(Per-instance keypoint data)
═══

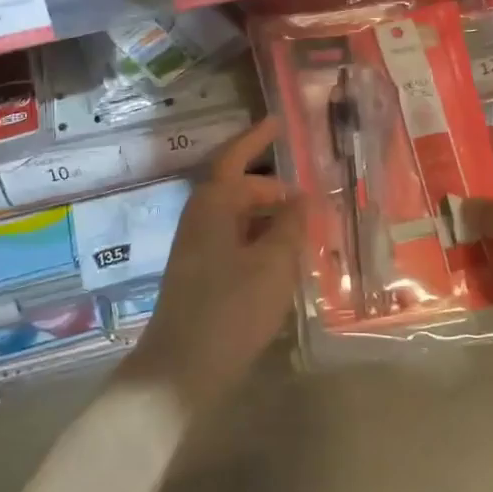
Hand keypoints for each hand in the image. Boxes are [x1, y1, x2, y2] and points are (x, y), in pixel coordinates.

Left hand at [123, 118, 305, 415]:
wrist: (181, 370)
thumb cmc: (230, 308)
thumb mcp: (273, 264)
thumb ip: (291, 226)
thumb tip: (302, 197)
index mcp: (212, 206)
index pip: (234, 158)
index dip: (256, 138)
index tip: (279, 122)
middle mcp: (200, 221)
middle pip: (239, 190)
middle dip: (274, 190)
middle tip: (311, 203)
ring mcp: (197, 250)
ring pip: (239, 219)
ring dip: (270, 220)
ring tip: (306, 233)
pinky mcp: (201, 277)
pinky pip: (236, 244)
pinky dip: (261, 243)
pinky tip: (284, 263)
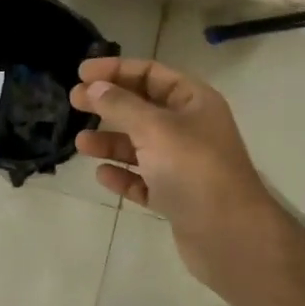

═══

> **Your task**: Search the data above for the string "pinky" and return every line that has it.

> **Result of this task**:
pinky mcp: (201, 277)
pinky pip: (236, 244)
pinky dip: (261, 243)
pinky tip: (284, 263)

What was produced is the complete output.